Start it off with one of the small tubs of Rachel's natural yoghurt, which is pretty decent as far as yoghurt goes and makes a great starter for batches of yoghurt in my experience... Make sure you get the one with the furthest away expiry date.
Mix a few spoons of that in with enough milk to make a batch and then leave the yoghurt maker to do its business overnight... They say 6 hours but I found you needed to leave it for closer to 9 to get good results.

Once you've made a batch you can just use that as a starter from then on, then use the next batch as starter for the next and on and on...

My one of these worked brilliantly, but just stopped working halfway through a batch one day... Could just be a blown fuse or something, so I'll have to have another look at it tomorrow.
#38
Can i add that i ordered Saturday and it came Monday morning .. Excellent stuff .. First batch is cooking/incubating now.
#39
GrannyMurray
Can i add that i ordered Saturday and it came Monday morning .. Excellent stuff .. First batch is cooking/incubating now.

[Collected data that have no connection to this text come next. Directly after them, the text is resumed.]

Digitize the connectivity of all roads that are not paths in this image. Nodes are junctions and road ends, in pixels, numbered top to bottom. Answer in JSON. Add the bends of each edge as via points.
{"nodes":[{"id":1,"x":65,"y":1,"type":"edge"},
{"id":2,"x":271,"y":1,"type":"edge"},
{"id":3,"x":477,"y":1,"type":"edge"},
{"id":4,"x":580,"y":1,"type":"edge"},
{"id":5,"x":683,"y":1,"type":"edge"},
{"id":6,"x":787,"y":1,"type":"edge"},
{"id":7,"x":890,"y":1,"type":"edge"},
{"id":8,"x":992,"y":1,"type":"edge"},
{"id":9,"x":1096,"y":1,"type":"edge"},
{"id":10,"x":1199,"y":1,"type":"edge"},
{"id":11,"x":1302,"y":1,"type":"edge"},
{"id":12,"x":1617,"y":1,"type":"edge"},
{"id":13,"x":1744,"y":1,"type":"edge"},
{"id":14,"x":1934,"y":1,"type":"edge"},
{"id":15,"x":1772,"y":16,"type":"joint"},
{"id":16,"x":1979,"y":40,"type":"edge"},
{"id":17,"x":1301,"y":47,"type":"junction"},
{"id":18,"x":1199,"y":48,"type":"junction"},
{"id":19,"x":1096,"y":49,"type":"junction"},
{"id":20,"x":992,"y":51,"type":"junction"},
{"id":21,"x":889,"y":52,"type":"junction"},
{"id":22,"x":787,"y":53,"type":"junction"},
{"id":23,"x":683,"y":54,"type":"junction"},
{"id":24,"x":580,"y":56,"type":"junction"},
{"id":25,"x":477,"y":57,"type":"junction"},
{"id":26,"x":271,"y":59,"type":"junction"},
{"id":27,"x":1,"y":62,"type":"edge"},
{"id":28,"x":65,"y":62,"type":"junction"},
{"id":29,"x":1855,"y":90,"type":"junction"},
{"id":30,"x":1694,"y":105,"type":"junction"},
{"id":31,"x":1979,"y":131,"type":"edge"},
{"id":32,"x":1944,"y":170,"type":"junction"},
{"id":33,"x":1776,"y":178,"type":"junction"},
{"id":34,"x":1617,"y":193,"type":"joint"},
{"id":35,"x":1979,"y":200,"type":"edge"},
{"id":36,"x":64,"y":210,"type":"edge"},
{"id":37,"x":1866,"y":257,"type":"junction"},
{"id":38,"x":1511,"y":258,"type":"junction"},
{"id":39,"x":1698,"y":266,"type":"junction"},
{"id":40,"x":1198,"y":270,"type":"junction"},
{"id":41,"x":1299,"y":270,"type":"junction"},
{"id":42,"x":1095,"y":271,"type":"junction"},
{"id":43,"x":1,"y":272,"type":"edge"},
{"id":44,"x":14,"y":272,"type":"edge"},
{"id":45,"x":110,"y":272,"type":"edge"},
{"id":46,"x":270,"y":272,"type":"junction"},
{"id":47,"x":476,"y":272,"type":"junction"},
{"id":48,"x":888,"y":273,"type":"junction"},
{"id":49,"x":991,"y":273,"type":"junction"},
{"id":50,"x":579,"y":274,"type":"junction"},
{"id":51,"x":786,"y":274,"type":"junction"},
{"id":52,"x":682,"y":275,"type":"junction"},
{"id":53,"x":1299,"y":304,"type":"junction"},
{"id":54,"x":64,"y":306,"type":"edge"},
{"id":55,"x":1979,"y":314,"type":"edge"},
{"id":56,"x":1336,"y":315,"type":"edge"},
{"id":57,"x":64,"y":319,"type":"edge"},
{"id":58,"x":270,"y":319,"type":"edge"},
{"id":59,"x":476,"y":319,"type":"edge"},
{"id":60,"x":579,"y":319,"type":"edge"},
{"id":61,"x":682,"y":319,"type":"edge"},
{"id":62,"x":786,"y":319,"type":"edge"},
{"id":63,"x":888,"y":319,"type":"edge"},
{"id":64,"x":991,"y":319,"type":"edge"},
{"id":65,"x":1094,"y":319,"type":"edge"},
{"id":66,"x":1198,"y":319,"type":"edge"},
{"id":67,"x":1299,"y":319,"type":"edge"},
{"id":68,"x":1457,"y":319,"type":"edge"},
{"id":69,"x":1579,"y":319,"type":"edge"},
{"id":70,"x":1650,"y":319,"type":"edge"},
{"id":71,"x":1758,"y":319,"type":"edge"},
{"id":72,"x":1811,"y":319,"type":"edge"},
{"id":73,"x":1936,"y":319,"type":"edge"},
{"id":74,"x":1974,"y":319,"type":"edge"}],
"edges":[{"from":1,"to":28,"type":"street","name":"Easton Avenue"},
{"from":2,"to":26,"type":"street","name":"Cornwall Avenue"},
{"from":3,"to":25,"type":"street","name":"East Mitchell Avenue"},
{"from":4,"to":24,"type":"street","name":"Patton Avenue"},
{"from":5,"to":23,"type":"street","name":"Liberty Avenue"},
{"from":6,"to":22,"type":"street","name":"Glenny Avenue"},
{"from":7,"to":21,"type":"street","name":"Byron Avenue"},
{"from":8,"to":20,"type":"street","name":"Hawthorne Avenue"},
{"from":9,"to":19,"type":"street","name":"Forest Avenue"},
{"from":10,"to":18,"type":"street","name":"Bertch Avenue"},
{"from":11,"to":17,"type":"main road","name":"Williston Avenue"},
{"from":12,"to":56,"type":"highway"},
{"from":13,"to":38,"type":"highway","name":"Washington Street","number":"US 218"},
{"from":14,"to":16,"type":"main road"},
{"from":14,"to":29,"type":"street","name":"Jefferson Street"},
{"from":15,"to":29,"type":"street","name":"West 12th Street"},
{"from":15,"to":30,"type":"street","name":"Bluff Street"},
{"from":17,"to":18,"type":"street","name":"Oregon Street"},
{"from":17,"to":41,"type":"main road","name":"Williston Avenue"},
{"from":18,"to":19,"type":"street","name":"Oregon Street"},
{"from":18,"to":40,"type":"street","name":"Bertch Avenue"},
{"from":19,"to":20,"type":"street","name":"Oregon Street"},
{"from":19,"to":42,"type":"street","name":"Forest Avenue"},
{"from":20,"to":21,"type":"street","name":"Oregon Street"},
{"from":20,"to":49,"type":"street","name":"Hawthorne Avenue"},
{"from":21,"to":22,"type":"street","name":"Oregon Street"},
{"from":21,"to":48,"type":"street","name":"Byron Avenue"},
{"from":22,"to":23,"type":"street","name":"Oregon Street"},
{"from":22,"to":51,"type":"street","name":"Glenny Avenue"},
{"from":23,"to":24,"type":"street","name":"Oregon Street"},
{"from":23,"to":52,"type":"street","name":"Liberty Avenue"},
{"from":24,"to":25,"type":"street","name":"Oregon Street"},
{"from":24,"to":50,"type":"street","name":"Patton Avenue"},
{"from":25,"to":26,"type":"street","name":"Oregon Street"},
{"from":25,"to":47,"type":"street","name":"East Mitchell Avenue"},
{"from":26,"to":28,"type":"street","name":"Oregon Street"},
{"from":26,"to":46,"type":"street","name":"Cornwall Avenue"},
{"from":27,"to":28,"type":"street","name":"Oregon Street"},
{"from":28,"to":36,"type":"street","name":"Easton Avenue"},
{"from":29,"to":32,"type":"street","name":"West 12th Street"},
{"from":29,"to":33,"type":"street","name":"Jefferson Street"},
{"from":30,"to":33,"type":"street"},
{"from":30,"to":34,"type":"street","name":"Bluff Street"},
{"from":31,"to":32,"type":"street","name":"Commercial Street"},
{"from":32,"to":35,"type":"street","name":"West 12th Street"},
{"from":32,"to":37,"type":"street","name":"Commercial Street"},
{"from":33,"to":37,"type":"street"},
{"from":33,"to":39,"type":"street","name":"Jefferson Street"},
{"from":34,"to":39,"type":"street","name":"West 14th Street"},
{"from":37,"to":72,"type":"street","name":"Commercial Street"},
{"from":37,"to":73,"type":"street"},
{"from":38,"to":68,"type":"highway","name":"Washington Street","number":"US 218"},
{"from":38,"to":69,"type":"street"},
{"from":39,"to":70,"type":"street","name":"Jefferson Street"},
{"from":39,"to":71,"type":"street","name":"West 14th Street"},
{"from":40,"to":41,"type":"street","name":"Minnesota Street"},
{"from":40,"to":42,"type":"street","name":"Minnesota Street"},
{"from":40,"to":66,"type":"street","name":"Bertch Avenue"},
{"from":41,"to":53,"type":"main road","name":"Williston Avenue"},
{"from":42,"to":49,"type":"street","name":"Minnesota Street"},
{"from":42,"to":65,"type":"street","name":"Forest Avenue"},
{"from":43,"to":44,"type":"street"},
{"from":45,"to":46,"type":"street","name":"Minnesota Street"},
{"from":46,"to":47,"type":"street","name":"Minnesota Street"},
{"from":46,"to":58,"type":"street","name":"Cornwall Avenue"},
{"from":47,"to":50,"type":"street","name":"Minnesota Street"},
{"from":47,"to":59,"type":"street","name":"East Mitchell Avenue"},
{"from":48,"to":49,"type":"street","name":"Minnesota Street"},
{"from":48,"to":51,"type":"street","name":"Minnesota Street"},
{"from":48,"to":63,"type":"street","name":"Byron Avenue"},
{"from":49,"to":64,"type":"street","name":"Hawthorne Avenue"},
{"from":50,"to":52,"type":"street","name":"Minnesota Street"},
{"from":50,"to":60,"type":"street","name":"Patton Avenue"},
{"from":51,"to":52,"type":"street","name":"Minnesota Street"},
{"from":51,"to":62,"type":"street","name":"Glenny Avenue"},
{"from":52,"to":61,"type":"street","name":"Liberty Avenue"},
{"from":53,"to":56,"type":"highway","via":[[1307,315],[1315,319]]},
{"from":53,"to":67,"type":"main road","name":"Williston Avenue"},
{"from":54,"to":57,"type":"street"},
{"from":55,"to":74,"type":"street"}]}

did you use a thermometer to check the temperature of the yoghurt when it had finished? mine was at 64 degrees c, online it says that it shouldn't go above 46 degree Celsius, or the live cultures die off, and your just left with a pasteurized yoghurt.
don't know whether mine is faulty, or this machine is not up to the job.
#40
swancut
GrannyMurray
Can i add that i ordered Saturday and it came Monday morning .. Excellent stuff .. First batch is cooking/incubating now.

did you use a thermometer to check the temperature of the yoghurt when it had finished? mine was at 64 degrees c, online it says that it shouldn't go above 46 degree Celsius, or the live cultures die off, and your just left with a pasteurized yoghurt.
don't know whether mine is faulty, or this machine is not up to the job.

Well my yogurt was awful .. It looked curdled and although it tasted okay it was bitty. I didnt use a thermometer i just guessed. Thats probably why it turned out so bad. I did it for 8 hours also .. maybe i should have done it for longer.